There is no one way it is implemented. Different implementations can be different, so long as the preserve the semantics and satisfy the requirements.

At any given time, there has to be a primitive array of T to satisfy the requirements of contiguity. However, how it is allocated, grown, shrunk, and freed is up to the implementor.

You can read the implementation for yourself, it's right there in the header file.

I can tell you that no implementations use linked lists. They aren't consistent with the requirements of the standard.

Answer 5

Section 23.2.4, ¶1 of the standard requires that arithmetic on pointers into a vector work the same as with pointers into an array.

The elements of a vector are stored contiguously, meaning that if v is a vector where T is some type other than bool, then it obeys the identity &v[n] == &v[0] + n for all 0 <= n < v.size().

This guarantees that the storage is in an array. Of course, if you resize the array to be bigger, it might get moved in memory.

Answer 6

A pedagogic (and thus simplified) version of a container called "Vec" is discussed in Chapter 11 of the wonderful (introductory) book "Accelerated C++". What they describe is a stripped-down version of std::vector, but I think it is still worth noting that:

1) they implement their template class in terms of an array,

2) they discuss push_back in terms of the trick (mentioned above) of allocating more storage than is needed, and coming back for more when they run out, and

3) they use allocator<T> for memory management. The new operator is not flexible enough in this context, since it both allocates and initializes memory.

I repeat, though, that this doesn't mean that actual implementations out there are this simple.

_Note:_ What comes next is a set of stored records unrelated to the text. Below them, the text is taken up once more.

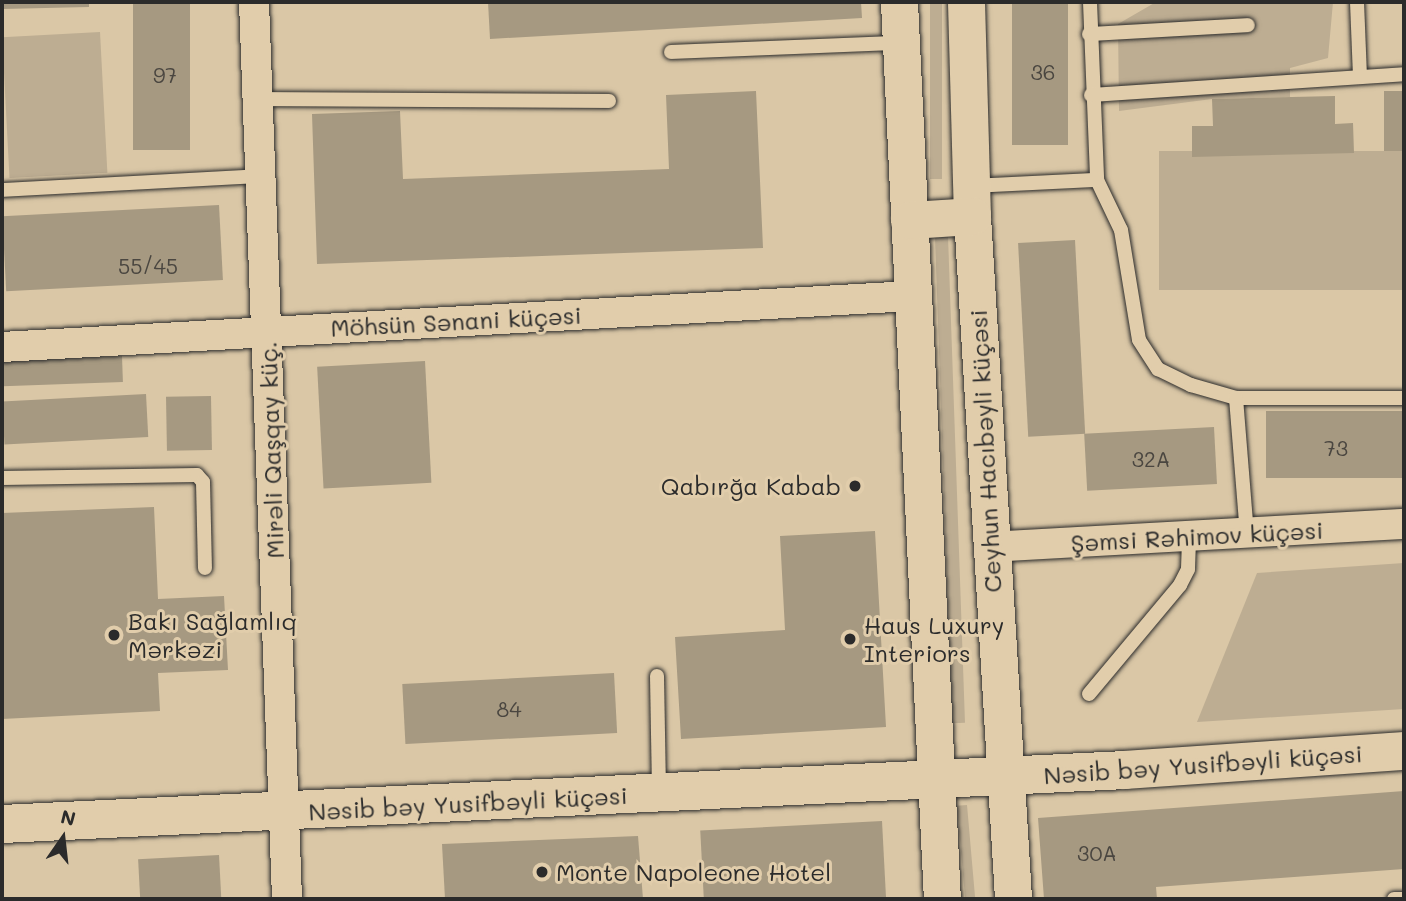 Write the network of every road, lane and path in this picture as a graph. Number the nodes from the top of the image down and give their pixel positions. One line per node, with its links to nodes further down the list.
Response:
1 (254, 2): 13 (street, Mirəli Qaşqay küç.)
2 (900, 2): 8 (street)
3 (966, 2): 18 (street, Ceyhun Hacıbəyli küçəsi)
4 (1090, 2): 7 (lane)
5 (1357, 2): 11 (lane)
6 (1248, 25): 7 (lane)
7 (1089, 34): 12 (lane)
8 (901, 43): 9 (lane); 19 (street)
9 (671, 52)
10 (1404, 74): 11 (lane)
11 (1360, 76): 12 (lane)
12 (1091, 95): 16 (lane)
13 (257, 99): 14 (lane); 15 (street, Mirəli Qaşqay küç.)
14 (609, 101)
15 (261, 176): 17 (lane); 21 (street, Mirəli Qaşqay küç.)
16 (1097, 180): 18 (lane); 23 (lane)
17 (2, 190)
18 (971, 201): 19 (street); 29 (street, Ceyhun Hacıbəyli küçəsi)
19 (909, 219): 20 (street)
20 (911, 296): 21 (street, Möhsün Sənani küçəsi); 35 (street)
21 (268, 331): 22 (street, Möhsün Sənani küçəsi); 37 (street, Mirəli Qaşqay küç.)
22 (2, 347)
23 (1236, 398): 24 (lane); 27 (lane)
24 (1404, 398)
25 (2, 478): 30 (lane)
26 (1404, 524): 27 (street, Şəmsi Rəhimov küçəsi)
27 (1247, 534): 28 (street, Şəmsi Rəhimov küçəsi)
28 (1189, 537): 29 (street, Şəmsi Rəhimov küçəsi); 32 (lane)
29 (990, 547): 34 (street, Ceyhun Hacıbəyli küçəsi)
30 (205, 568)
31 (657, 676): 36 (lane)
32 (1089, 694)
33 (1404, 751): 34 (main road, Nəsib bəy Yusifbəyli küçəsi)
34 (1003, 776): 35 (main road, Nəsib bəy Yusifbəyli küçəsi); 41 (street, Ceyhun Hacıbəyli küçəsi)
35 (934, 779): 36 (main road, Nəsib bəy Yusifbəyli küçəsi); 40 (street)
36 (659, 794): 37 (main road, Nəsib bəy Yusifbəyli küçəsi)
37 (282, 811): 38 (main road, Nəsib bəy Yusifbəyli küçəsi); 39 (street, Mirəli Qaşqay küç.)
38 (2, 824)
39 (287, 899)
40 (942, 899)
41 (1013, 899)
42 (1394, 899): 43 (lane)
43 (1404, 899)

But since "Accelerated C++" is quite widespread, those interested can find in the relevant chapter one way vector-like objects can be created, copied, assigned, and destroyed.

EDIT: On a related note, I just found the following blog post by Herb Sutter in which he comments on an earlier blog post by Andrew Koenig, regarding whether or not one should be worried about vector elements being contiguous in memory: Cringe not: Vectors are guaranteed to be contiguous.

Answer 7

I believe the STL uses option #2 (or something similar) because a std::vector<> is guaranteed to store the elements in contiguous memory.

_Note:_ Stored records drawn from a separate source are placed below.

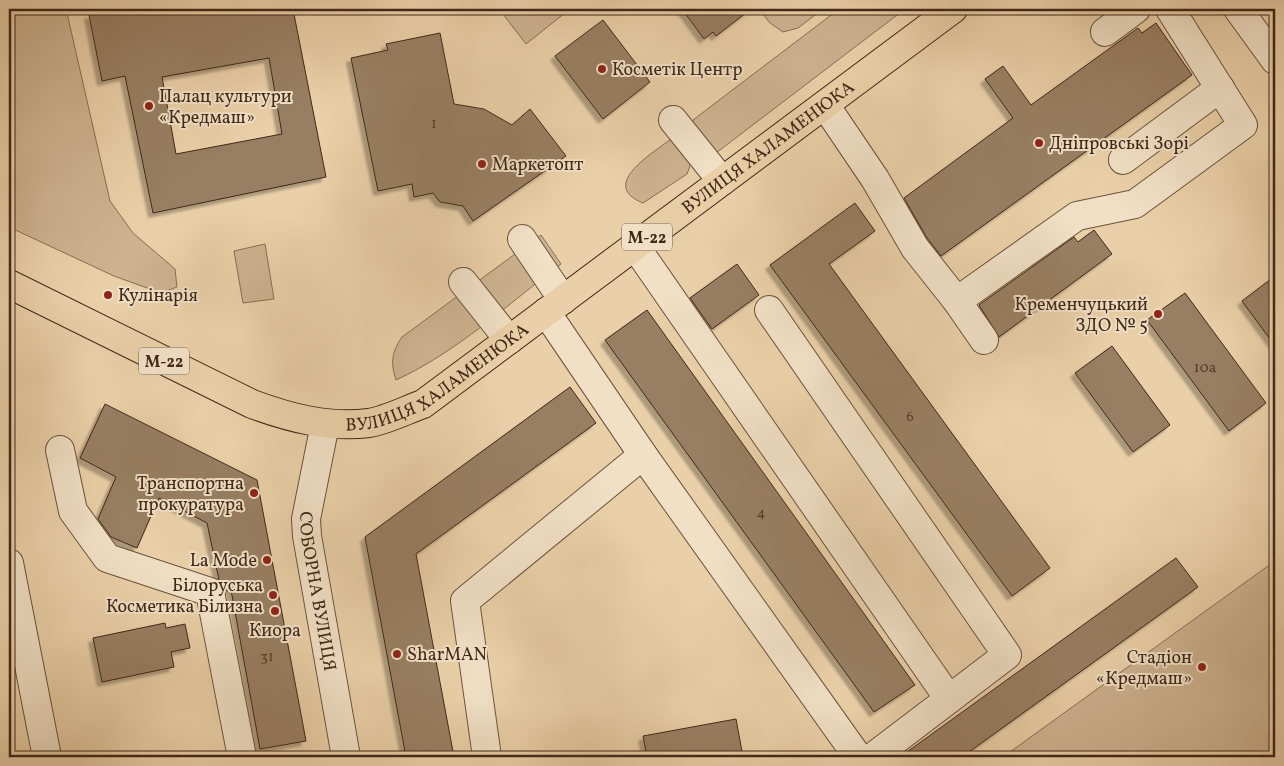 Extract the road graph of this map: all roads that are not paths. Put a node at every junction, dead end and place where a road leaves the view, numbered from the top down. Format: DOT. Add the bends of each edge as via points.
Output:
graph roads {
  1 [pos="953,9"];
  2 [pos="1136,9"];
  3 [pos="1170,9"];
  4 [pos="1238,9"];
  5 [pos="1105,32"];
  6 [pos="1275,60"];
  7 [pos="1220,88"];
  8 [pos="825,104"];
  9 [pos="673,120"];
  10 [pos="1123,160"];
  11 [pos="722,181"];
  12 [pos="522,239"];
  13 [pos="635,246"];
  14 [pos="463,282"];
  15 [pos="9,284"];
  16 [pos="957,301"];
  17 [pos="554,306"];
  18 [pos="768,310"];
  19 [pos="509,340"];
  20 [pos="984,340"];
  21 [pos="324,424"];
  22 [pos="60,450"];
  23 [pos="644,455"];
  24 [pos="9,563"];
  25 [pos="949,699"];
  26 [pos="46,757"];
  27 [pos="242,757"];
  28 [pos="341,757"];
  29 [pos="487,757"];
  30 [pos="858,757"];
  31 [pos="873,757"];
  1 -- 8 [label="highway, ВУЛИЦЯ ХАЛАМЕНЮКА / М-22"];
  2 -- 5 [label="street"];
  3 -- 7 [label="street"];
  4 -- 6 [label="street"];
  7 -- 10 [label="street"];
  7 -- 16 [label="street" via="1243,125 1135,204 1077,216"];
  8 -- 11 [label="highway, ВУЛИЦЯ ХАЛАМЕНЮКА / М-22"];
  8 -- 16 [label="street" via="886,181 915,248"];
  9 -- 11 [label="street"];
  11 -- 13 [label="highway, ВУЛИЦЯ ХАЛАМЕНЮКА / М-22"];
  12 -- 17 [label="street"];
  13 -- 17 [label="highway, ВУЛИЦЯ ХАЛАМЕНЮКА / М-22"];
  13 -- 25 [label="street"];
  14 -- 19 [label="street"];
  15 -- 21 [label="highway, М-22" via="252,404"];
  16 -- 20 [label="street"];
  17 -- 19 [label="highway, ВУЛИЦЯ ХАЛАМЕНЮКА / М-22"];
  17 -- 23 [label="street"];
  18 -- 25 [label="street" via="1007,655"];
  19 -- 21 [label="highway, ВУЛИЦЯ ХАЛАМЕНЮКА / М-22" via="423,404 370,422"];
  21 -- 28 [label="street, СОБОРНА ВУЛИЦЯ" via="306,519"];
  22 -- 27 [label="street" via="73,511 107,558 210,592"];
  23 -- 29 [label="street" via="465,601"];
  23 -- 30 [label="street"];
  24 -- 26 [label="street"];
  25 -- 31 [label="street"];
}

If you're looking for a memory structure that doesn't need to use contiguous memory, look at std::deque.

Answer 8

There's no actual array at all in any decent implementation (if there is, you can't use any object in it without a default constructor), but just raw memory that gets allocated. It gets allocated in a manner that's usually along the lines of doubling every time you need to expand it.

The vector then uses in place allocation to call the constructors of the class in the proper location once each slot actually gets used actually used.

When there is expansion it will try to reallocate in place (but this is a bit silly and doesn't normally work, think windows 98 heap compaction) but usually will end up making a whole new allocation and copying over.

A standard stl vector is always all together, but not all implementations work like that (I know, having written some of them). Probably none are exactly a linked list, though, either.

Answer 9

From what I have read in books, and from the functionality of reserve() and the requirement that elements of vectors be contiguous, this is what I think could be a possible way to implement vector.

1. Elements of vectors be contiguous, supporting O(1) random access and vectors should be compatible with C arrays. This just implies there are no linked lists.

2. When you call reserve() it reserves additional memory. But reserve() does not call new T[newSize] to reserve more memory; if it did, it would call default constructors for the new elements. As uncleben explained, whenever reserve() is called, the vector class just allocates more uninitialized memory using its allocator (if required) and copy-constructs new objects into that memory using placement new (if more memory has been allocated).

3. Initially vector has some default capacity, for which uninitialized memory is allocated when the vector object is constructed.

4. push_back() copy constructs the object into the first available location. If required more memory has to be allocated, in similar manner as reserve().